Tedros says there is no evidence of human-to-human transmission outside China. But he warns that does not mean it will not happen.
Lisa Schlein, for VOA news, Geneva.
For more on these stories, log on to our website voanews.com. This is VOA news.
The International Court of Justice has ordered Myanmar to take urgent measures to protect its Muslim Rohingya population from persecution and atrocities and to preserve evidence of alleged crimes [again them] against them. We get more from Joe Davies of Reuters.
Thursday's court ruling came after the mostly Muslim Gambia launched a lawsuit in November at the U.N.'s highest body for disputes between states. It accused Myanmar of genocide against Rohingya in violation of a 1948 convention.
"It is concluded on reasonable ground that the Rohingya people remain at serious risk of genocide under the terms of the Genocide Convention.”
More than 730,000 Rohingya fled Myanmar after a military-led crackdown in 2017.
Their villages have been in smoke. They left in whatever way they could to neighboring Bangladesh.
That's Joe Davies of Reuters.
U.S. Vice President Mike Pence, Israeli Prime Minister Benjamin Netanyahu and several other world leaders were in Jerusalem on Thursday to commemorate the 75th anniversary of the liberation of Auschwitz. Linda Gradstein reports.
U.S. Vice President Mike Pence spoke emotionally about the 6 million Jews killed in the Holocaust and the liberation of the Auschwitz concentration camp.
"When soldiers opened the gates of Auschwitz on January 27, 1945, they found 7,000 half-starved, half-naked prisoners, hundreds of boxes of camp records that documented the greatest mass murder in history.”
Israeli Prime Minister Benjamin Netanyahu said that Auschwitz is a symbol of evil to the world.
Linda Gradstein, for VOA news, Jerusalem.
The Trump administration on Thursday ended federal protection for many of the nation's millions of kilometers of streams, arroyos and wetlands, a sweeping environmental rollback that could leave the waterways more vulnerable [from] to pollution, that is, from development, industry and farms.
The move narrows the types of waterways that qualify for federal protection under the Clean Water Act.
EPA assistant administrator David Ross says the water rule doesn't mean that states can't extend protection to waters as they deem necessary.

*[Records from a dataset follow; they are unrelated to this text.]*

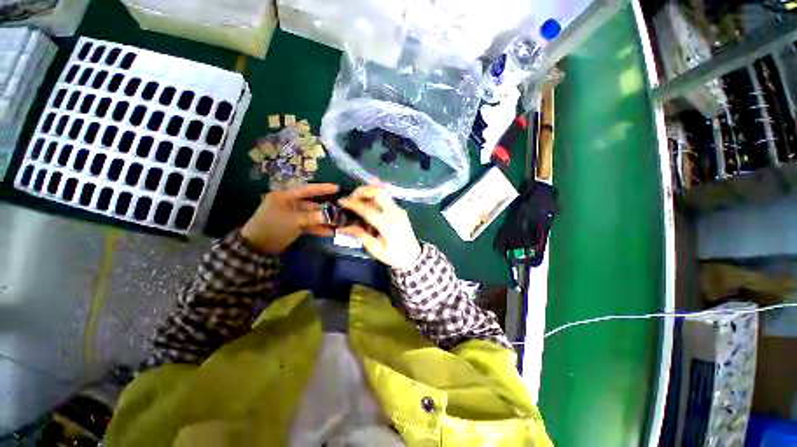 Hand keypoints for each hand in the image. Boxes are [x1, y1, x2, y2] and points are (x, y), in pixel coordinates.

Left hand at [241, 183, 338, 253]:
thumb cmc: (273, 227)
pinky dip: (318, 228)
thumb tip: (331, 216)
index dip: (323, 188)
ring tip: (338, 222)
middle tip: (341, 209)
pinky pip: (309, 225)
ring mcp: (292, 216)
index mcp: (286, 197)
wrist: (257, 247)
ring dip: (323, 220)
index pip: (307, 189)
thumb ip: (313, 217)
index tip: (337, 188)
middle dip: (326, 208)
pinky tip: (329, 232)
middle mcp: (290, 204)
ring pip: (312, 215)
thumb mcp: (293, 221)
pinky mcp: (294, 226)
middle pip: (312, 203)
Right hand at [338, 185, 421, 269]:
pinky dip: (375, 195)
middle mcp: (394, 213)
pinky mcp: (400, 210)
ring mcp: (399, 209)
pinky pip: (387, 197)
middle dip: (362, 190)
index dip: (353, 203)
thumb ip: (361, 235)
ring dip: (369, 191)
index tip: (341, 201)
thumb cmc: (394, 256)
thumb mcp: (375, 249)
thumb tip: (344, 227)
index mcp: (387, 225)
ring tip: (358, 198)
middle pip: (379, 192)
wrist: (413, 257)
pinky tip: (368, 200)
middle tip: (351, 197)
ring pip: (384, 192)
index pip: (367, 209) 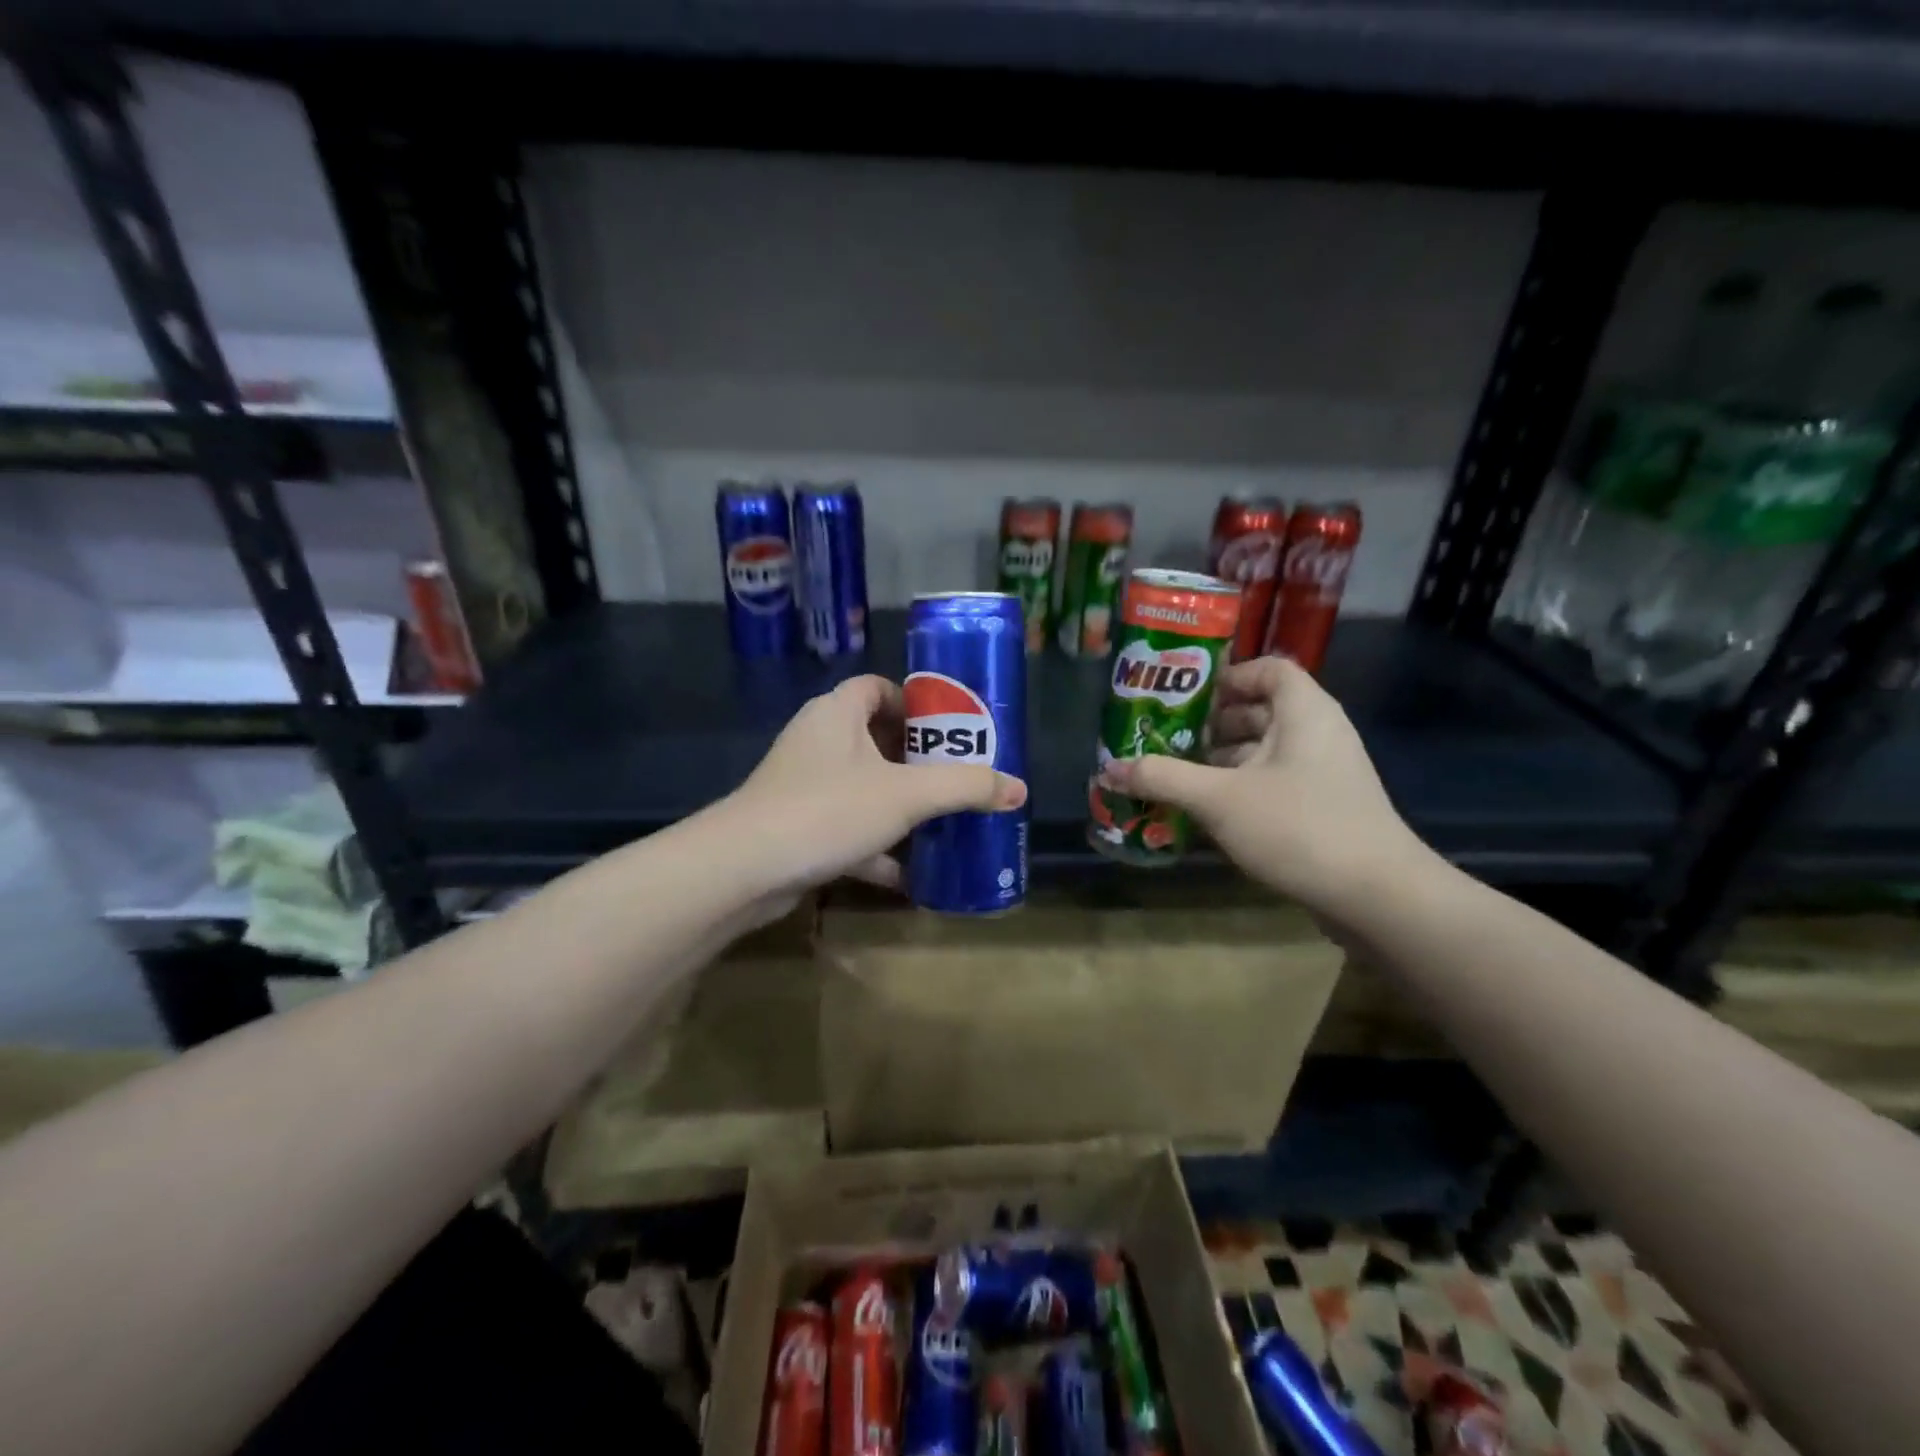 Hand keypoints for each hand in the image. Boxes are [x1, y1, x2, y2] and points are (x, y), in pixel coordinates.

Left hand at [722, 675, 1026, 904]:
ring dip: (898, 806)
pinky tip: (908, 875)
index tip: (948, 730)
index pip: (877, 687)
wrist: (744, 869)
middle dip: (915, 761)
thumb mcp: (907, 795)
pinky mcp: (796, 827)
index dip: (914, 703)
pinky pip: (846, 827)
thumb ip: (965, 787)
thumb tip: (1019, 788)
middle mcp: (817, 741)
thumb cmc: (828, 809)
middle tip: (955, 778)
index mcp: (836, 713)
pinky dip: (875, 848)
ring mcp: (802, 786)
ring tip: (941, 822)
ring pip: (861, 786)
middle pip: (874, 738)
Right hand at [1097, 656, 1423, 917]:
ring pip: (1265, 750)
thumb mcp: (1219, 799)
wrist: (1376, 896)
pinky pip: (1275, 781)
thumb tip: (1109, 769)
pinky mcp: (1324, 807)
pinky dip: (1241, 787)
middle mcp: (1318, 733)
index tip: (1185, 699)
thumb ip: (1162, 778)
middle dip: (1212, 724)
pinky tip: (1207, 810)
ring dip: (1222, 759)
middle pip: (1261, 710)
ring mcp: (1324, 772)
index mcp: (1304, 711)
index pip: (1268, 669)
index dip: (1227, 676)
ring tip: (1176, 775)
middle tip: (1166, 738)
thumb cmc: (1297, 826) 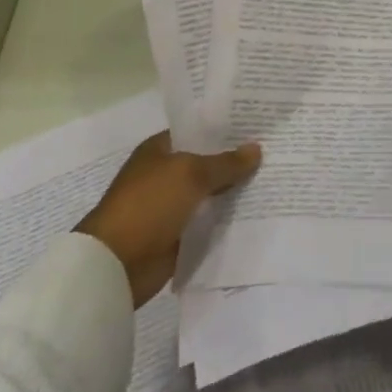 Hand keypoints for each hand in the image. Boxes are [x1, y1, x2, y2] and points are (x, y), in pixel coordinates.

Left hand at [75, 133, 260, 306]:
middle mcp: (165, 175)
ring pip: (210, 194)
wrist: (117, 264)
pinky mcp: (178, 236)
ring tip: (274, 182)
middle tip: (274, 154)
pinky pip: (209, 223)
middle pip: (207, 164)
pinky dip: (227, 221)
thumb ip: (225, 163)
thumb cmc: (149, 205)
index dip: (226, 130)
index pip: (198, 132)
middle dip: (235, 162)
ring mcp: (171, 206)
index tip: (258, 128)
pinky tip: (257, 214)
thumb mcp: (190, 174)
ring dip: (234, 193)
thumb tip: (256, 149)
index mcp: (160, 150) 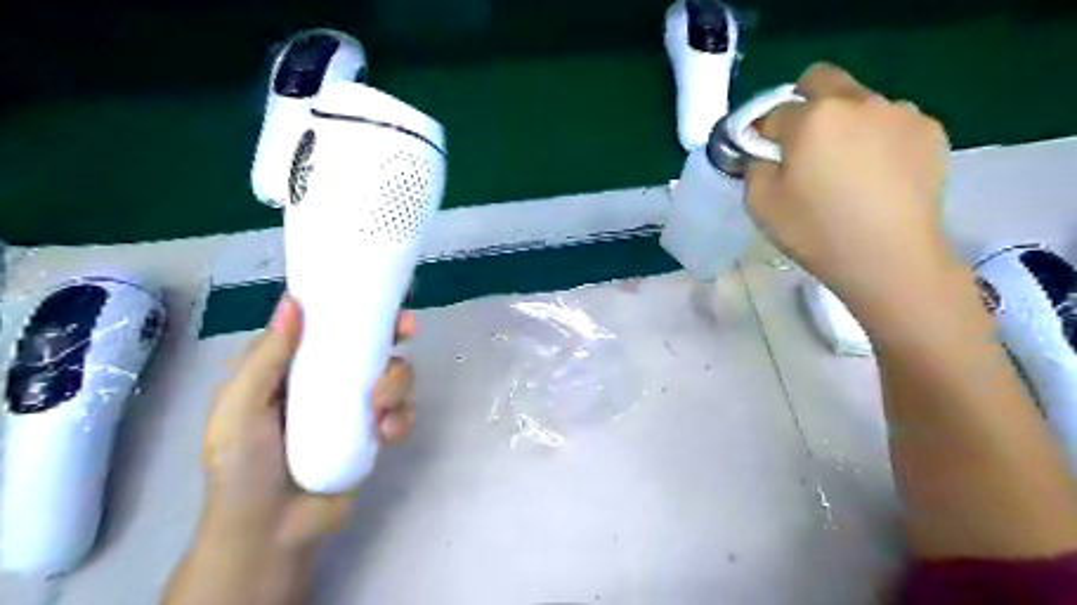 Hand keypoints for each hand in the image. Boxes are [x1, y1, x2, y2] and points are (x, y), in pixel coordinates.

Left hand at [196, 295, 412, 550]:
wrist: (272, 532)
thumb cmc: (243, 466)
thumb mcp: (239, 408)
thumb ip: (266, 358)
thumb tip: (293, 302)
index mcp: (295, 367)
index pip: (330, 327)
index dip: (356, 310)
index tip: (379, 301)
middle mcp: (330, 380)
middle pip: (374, 345)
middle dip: (395, 336)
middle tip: (407, 334)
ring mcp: (357, 406)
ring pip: (396, 375)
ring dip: (397, 384)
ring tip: (378, 410)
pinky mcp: (377, 432)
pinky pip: (403, 411)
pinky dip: (401, 418)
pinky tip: (385, 434)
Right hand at [747, 61, 953, 315]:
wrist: (889, 258)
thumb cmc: (815, 231)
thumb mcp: (760, 204)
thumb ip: (754, 166)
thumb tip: (765, 152)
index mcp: (813, 117)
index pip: (773, 112)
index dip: (761, 134)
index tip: (762, 157)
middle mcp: (858, 101)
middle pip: (820, 79)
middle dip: (802, 104)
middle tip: (801, 146)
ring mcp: (900, 112)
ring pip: (859, 101)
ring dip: (843, 122)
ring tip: (846, 168)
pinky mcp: (930, 131)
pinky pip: (891, 121)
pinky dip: (876, 138)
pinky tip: (876, 175) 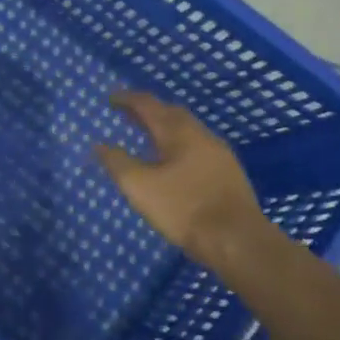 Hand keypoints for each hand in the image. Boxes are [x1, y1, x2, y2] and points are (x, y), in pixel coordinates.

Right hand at [95, 91, 272, 263]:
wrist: (238, 241)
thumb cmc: (184, 208)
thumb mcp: (140, 187)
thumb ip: (118, 163)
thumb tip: (100, 145)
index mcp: (178, 133)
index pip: (149, 105)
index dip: (128, 99)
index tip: (111, 98)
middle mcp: (201, 136)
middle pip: (172, 113)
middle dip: (149, 110)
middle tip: (128, 114)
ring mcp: (220, 154)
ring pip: (188, 130)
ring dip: (166, 127)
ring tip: (148, 136)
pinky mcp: (229, 174)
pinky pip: (198, 147)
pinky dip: (179, 144)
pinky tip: (174, 162) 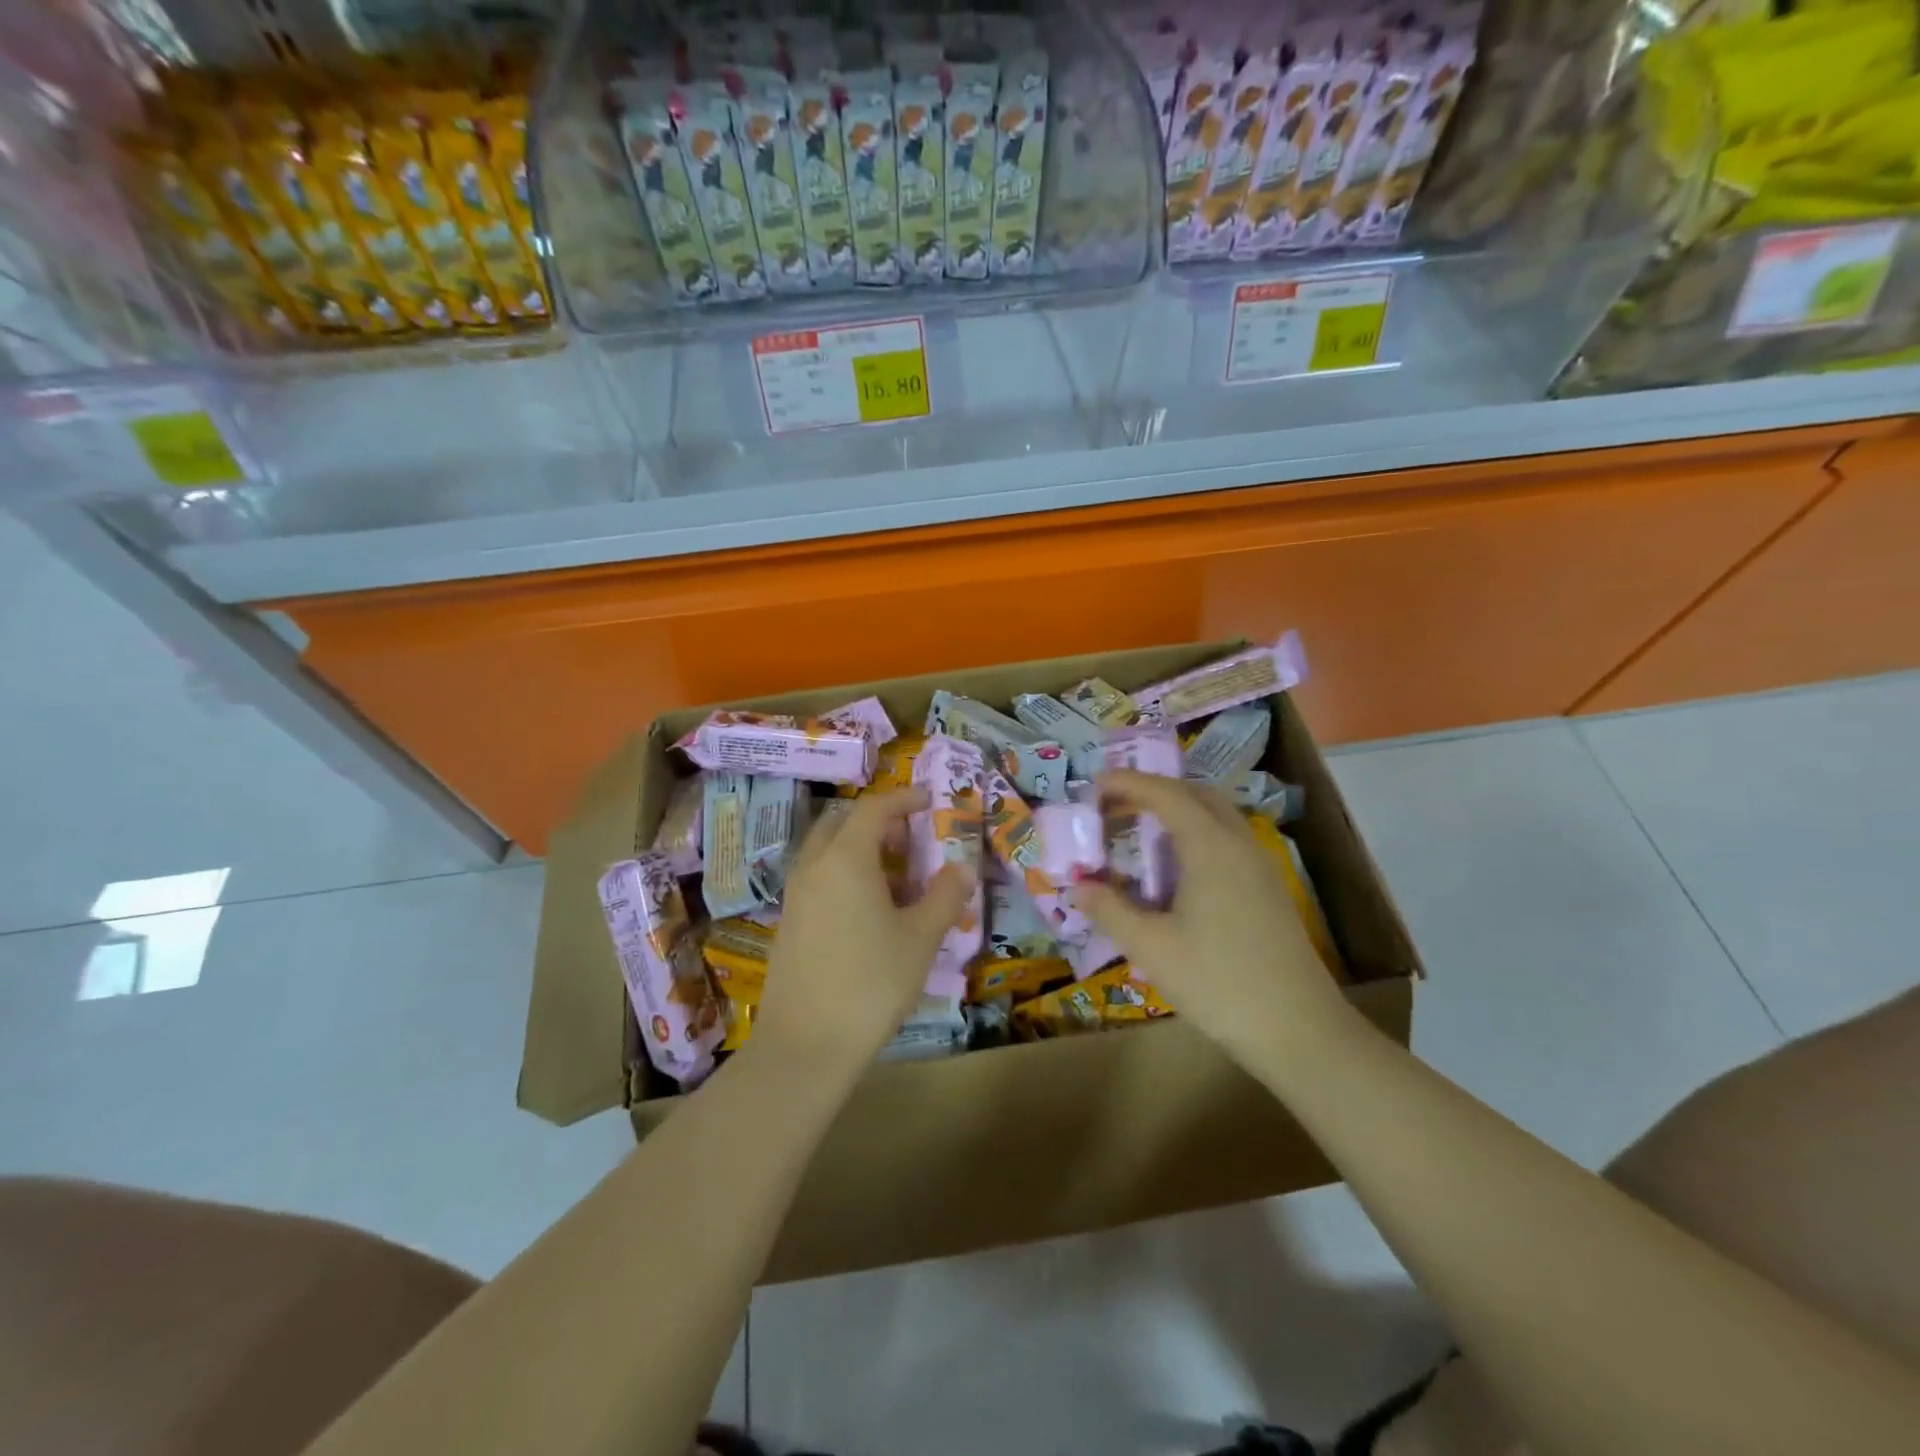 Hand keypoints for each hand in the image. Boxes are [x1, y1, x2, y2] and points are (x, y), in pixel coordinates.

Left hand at [753, 787, 972, 1076]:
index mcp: (845, 858)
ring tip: (895, 876)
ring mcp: (795, 894)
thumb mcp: (920, 938)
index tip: (929, 801)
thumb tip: (962, 868)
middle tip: (910, 838)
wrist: (806, 1045)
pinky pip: (818, 877)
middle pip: (842, 822)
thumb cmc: (871, 983)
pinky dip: (843, 873)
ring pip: (826, 850)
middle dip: (877, 821)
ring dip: (859, 847)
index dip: (904, 799)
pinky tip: (868, 909)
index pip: (874, 808)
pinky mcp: (789, 922)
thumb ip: (944, 896)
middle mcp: (814, 866)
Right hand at [1070, 771, 1357, 1066]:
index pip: (1166, 794)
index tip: (1094, 786)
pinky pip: (1226, 839)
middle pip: (1195, 795)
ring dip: (1177, 811)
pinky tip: (1177, 868)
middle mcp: (1238, 844)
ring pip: (1216, 816)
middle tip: (1115, 805)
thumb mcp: (1151, 948)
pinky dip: (1195, 833)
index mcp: (1210, 847)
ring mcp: (1259, 866)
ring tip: (1141, 830)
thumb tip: (1078, 887)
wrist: (1299, 1029)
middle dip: (1153, 790)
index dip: (1128, 783)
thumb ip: (1110, 910)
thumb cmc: (1218, 983)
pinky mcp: (1268, 889) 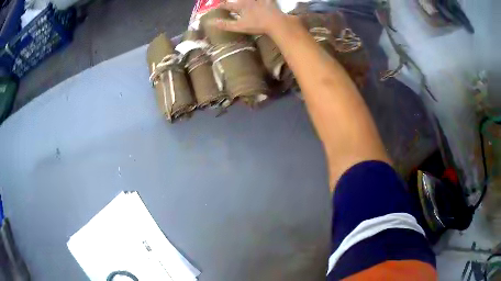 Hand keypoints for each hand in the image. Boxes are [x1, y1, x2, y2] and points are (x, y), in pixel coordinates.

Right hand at [210, 0, 284, 34]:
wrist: (276, 23)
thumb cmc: (257, 25)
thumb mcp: (239, 27)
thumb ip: (225, 25)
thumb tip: (211, 23)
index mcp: (241, 6)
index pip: (228, 5)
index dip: (221, 6)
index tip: (217, 7)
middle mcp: (249, 1)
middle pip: (239, 0)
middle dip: (233, 2)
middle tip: (230, 4)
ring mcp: (260, 1)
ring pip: (250, 0)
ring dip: (245, 1)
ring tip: (243, 2)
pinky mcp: (270, 2)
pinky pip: (266, 0)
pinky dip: (264, 1)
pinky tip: (263, 1)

"This is not a rule that presumes if the federal government doesn't regulate, there is no regulation. That has been a fault of the former administrations, and it is simply not true.”
Environmental groups and public health advocates say the rollbacks will allow businesses to dump pollutants into unprotected waterways, fill in wetlands and threaten public water supplies downstream while harming wildlife and habitat.